An RF power of cm ² was applied to form a recording film having a thickness of 600 Å and a composition ratio of Te ₇₀ N ₂₀ H ₅ . Recording and reproduction were performed on such a recording medium using a semiconductor laser. Also the thickness
Recording and reproduction were performed under the same conditions on a recording medium in which a 600 Å Te film alone was formed on an acrylic substrate. Comparing the recording energy required to obtain a modulation degree of 60% for the information reproduction signal, if the recording film of only Te is set to 1, the recording medium of this example is
It was 0.5.

As described above, the recording medium of the present invention has excellent recording sensitivity. This is due to Te, N, and H in the recording film.
This is because N and H are weakly bonded to each other, and even when irradiated with a low-energy laser beam, N and H are released from the recording film as gas. However, N is 20%
In addition, for films containing 10% or more of H, if a strong mechanical shock is applied after the film is formed, N and H may be released as gas without heating and the film may be destroyed. 20 atomic%, H is 2~
10% is desirable.

Figure 2 shows the relationship between recording sensitivity and elapsed time in an atmosphere with a temperature of 70°C and a relative humidity of 85%. A in FIG. 2 is Te ₈₀ N ₁₀ H ₅ of the embodiment of the present invention.
A recording medium having a recording film having the following composition ratio, B is a Te single film. The film thickness is 600 Å in both cases, and the substrate is glass. The deterioration in sensitivity is expressed as a change in the reciprocal of the energy required for recording relative to its initial value. As can be seen from the figure, the recording medium of the present invention
It has a superior lifetime compared to a Te film alone.
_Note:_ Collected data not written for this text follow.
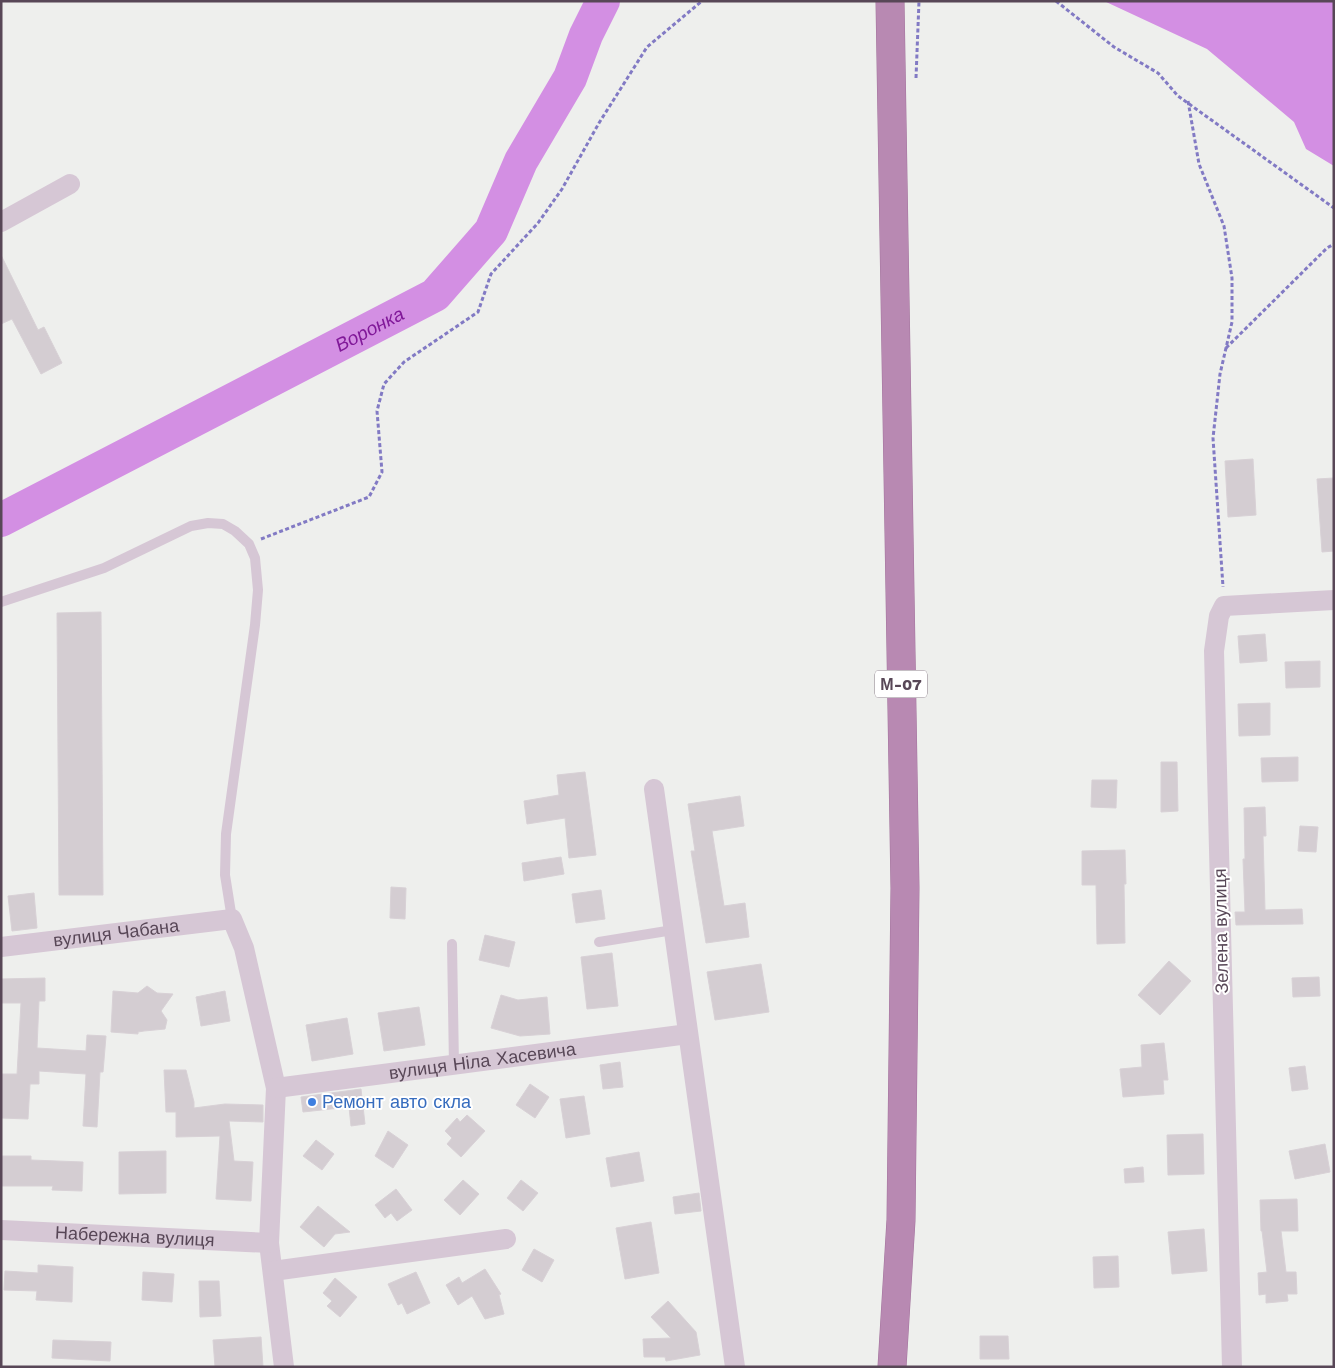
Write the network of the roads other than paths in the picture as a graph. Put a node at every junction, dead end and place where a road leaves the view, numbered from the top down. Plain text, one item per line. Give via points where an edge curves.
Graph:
1 (890, 1) edge
2 (70, 184) dead end
3 (1, 222) edge
4 (1334, 600) edge
5 (1, 602) edge
6 (654, 789) dead end
7 (232, 919) junction
8 (673, 930) junction
9 (598, 942) dead end
10 (452, 944) dead end
11 (1, 947) edge
12 (688, 1034) junction
13 (454, 1066) junction
14 (276, 1088) junction
15 (1, 1230) edge
16 (506, 1239) dead end
17 (269, 1243) junction
18 (273, 1271) junction
19 (284, 1367) edge
20 (735, 1367) edge
21 (892, 1367) edge
22 (1232, 1367) edge

1 - 21 highway, М-07 via 905,888 901,1220
2 - 3 street
4 - 22 street, Зелена вулиця via 1224,606 1219,616 1214,651
5 - 7 lane via 104,568 191,526 223,524 249,544 255,558 258,590 226,834 226,875
6 - 8 street
7 - 11 street, вулиця Чабана
7 - 14 street via 244,948
8 - 9 lane
8 - 12 street
10 - 13 lane
12 - 13 street, вулиця Ніла Хасевича
12 - 20 street
13 - 14 street, вулиця Ніла Хасевича
14 - 17 street
15 - 17 street, Набережна вулиця
16 - 18 street
17 - 18 street
18 - 19 street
Furthermore, visual observation revealed that in contrast to the recording medium in which the recording film was made of a single Te film, the transparent area spread out in a stain-like manner over time, no change was observed in the recording medium of the present invention.

Although this embodiment shows an example in which the film was formed by sputtering, the Te film can also be formed by ion plating, ion cluster beam evaporation, or other methods. In addition, the gases used are N 2 H 2 , N _{2 H 2} in addition to H ₂ , NH ₃ , and H ₂ shown in the examples _.
It may be a mixed gas such as +N ₂ , N ₂ H ₂ +N ₂ +H ₂ .
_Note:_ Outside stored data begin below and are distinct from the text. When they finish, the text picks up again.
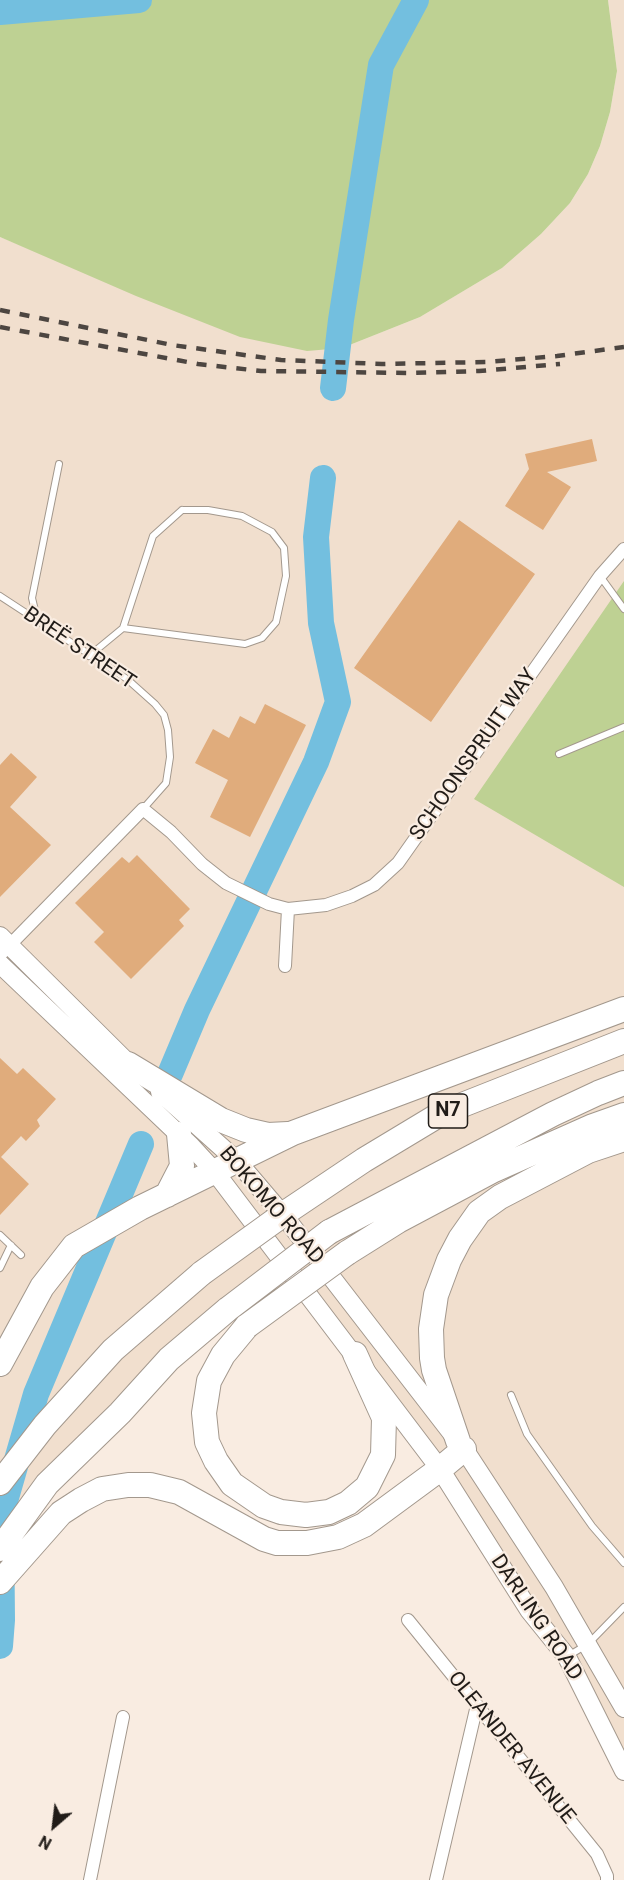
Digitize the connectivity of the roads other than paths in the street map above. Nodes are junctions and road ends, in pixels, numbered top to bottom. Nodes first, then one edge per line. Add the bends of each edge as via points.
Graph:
1 (59, 464) dead end
2 (624, 549) edge
3 (600, 576) junction
4 (0, 596) edge
5 (624, 609) edge
6 (37, 619) junction
7 (123, 628) junction
8 (89, 656) junction
9 (624, 727) edge
10 (559, 754) dead end
11 (143, 808) junction
12 (288, 909) junction
13 (3, 945) edge
14 (0, 964) edge
15 (285, 966) dead end
16 (624, 1009) edge
17 (624, 1041) edge
18 (128, 1064) junction
19 (624, 1083) edge
20 (624, 1115) edge
21 (293, 1133) junction
22 (178, 1134) junction
23 (624, 1139) edge
24 (237, 1161) junction
25 (215, 1172) junction
26 (167, 1195) junction
27 (0, 1235) edge
28 (11, 1245) junction
29 (21, 1255) dead end
30 (0, 1268) edge
31 (355, 1354) junction
32 (0, 1364) edge
33 (511, 1395) dead end
34 (461, 1445) junction
35 (440, 1469) junction
36 (0, 1483) edge
37 (0, 1549) edge
38 (624, 1563) edge
39 (0, 1582) edge
40 (624, 1607) edge
41 (408, 1620) dead end
42 (588, 1644) junction
43 (567, 1656) junction
44 (477, 1705) junction
45 (624, 1708) edge
46 (123, 1717) dead end
47 (624, 1771) edge
48 (90, 1880) edge
49 (436, 1880) edge
50 (608, 1880) edge

1 - 6 lane via 32,598
2 - 3 street, SCHOONSPRUIT WAY
3 - 5 lane
3 - 12 street, SCHOONSPRUIT WAY via 398,863 374,885 352,896 326,905
4 - 6 lane, BREË STREET
6 - 8 lane, BREË STREET
7 - 7 lane via 153,536 182,510 242,516 272,532 284,549 286,576 276,622 262,638 245,644
7 - 8 lane
8 - 11 lane, BREË STREET via 127,679 164,715 170,757 166,783
9 - 10 lane
11 - 12 street, SCHOONSPRUIT WAY via 226,883
11 - 13 street
12 - 15 street
13 - 18 main road, BOKOMO ROAD
14 - 22 main road, BOKOMO ROAD
16 - 21 highway
17 - 36 highway, N7, bridge via 442,1113 288,1211 202,1273 113,1350 45,1425
18 - 21 highway via 221,1120 268,1135
18 - 24 main road, BOKOMO ROAD
19 - 37 highway, N7, bridge via 553,1114 329,1232 169,1359 47,1485
20 - 31 highway, bridge via 494,1170 398,1221 247,1326 223,1355 209,1381 204,1413 207,1442 232,1484 264,1506 306,1515 329,1512 367,1487 383,1455 384,1418
21 - 24 highway
22 - 25 main road, BOKOMO ROAD
22 - 26 highway via 182,1166
23 - 34 highway via 588,1151 500,1197 480,1212 460,1239 436,1296 431,1329 434,1370
24 - 25 highway
24 - 34 main road, BOKOMO ROAD
25 - 26 highway
25 - 31 main road, BOKOMO ROAD
26 - 32 highway via 74,1246 42,1287
27 - 28 lane
28 - 29 lane
28 - 30 lane
31 - 35 main road, BOKOMO ROAD
33 - 38 lane via 526,1434 592,1526
34 - 35 highway
34 - 42 main road, DARLING ROAD
35 - 39 highway via 364,1525 338,1537 307,1543 264,1539 179,1492 150,1485 102,1489 61,1513
35 - 43 main road, DARLING ROAD via 529,1610
40 - 42 lane
41 - 44 street, OLEANDER AVENUE
42 - 43 lane
42 - 45 main road, DARLING ROAD
43 - 47 main road, DARLING ROAD
44 - 49 street
44 - 50 street, OLEANDER AVENUE via 597,1854
46 - 48 street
In addition, although Te was explained in the examples, metals with a melting point of 25 to 600℃, such as Cd, In, Sn, Zn,
Even with Pb, Bi, etc., the same effects as the present invention can be obtained.

〔Effect of the invention〕

As described above, according to the present invention, higher sensitivity than a single film such as Te can be obtained, so sufficient information can be reproduced even with low power irradiation, and it has a longer lifespan than a single film such as Te. It can be used as a recording medium.

[Brief explanation of the drawing]

FIG. 1 is a block diagram showing an embodiment of the recording medium of the present invention, and FIG. 2 is a characteristic comparison diagram of the recording medium of the present invention and a conventional recording medium. 1... Recording film made of Te, N, H, 2... Acrylic substrate.

Claims (1)

[Claims] 1. In a recording medium for optically recording and reproducing information, the recording film formed on the substrate has a thickness of 25 to 600.
An optical information recording medium characterized by being made of a metal with a melting point of °C, nitrogen, and hydrogen. 2 Nitrogen in the recording film is 2 to 20 atomic percent, hydrogen is 2
The optical information recording medium according to claim 1, wherein the optical information recording medium contains from 10 atomic % to 10 atomic %.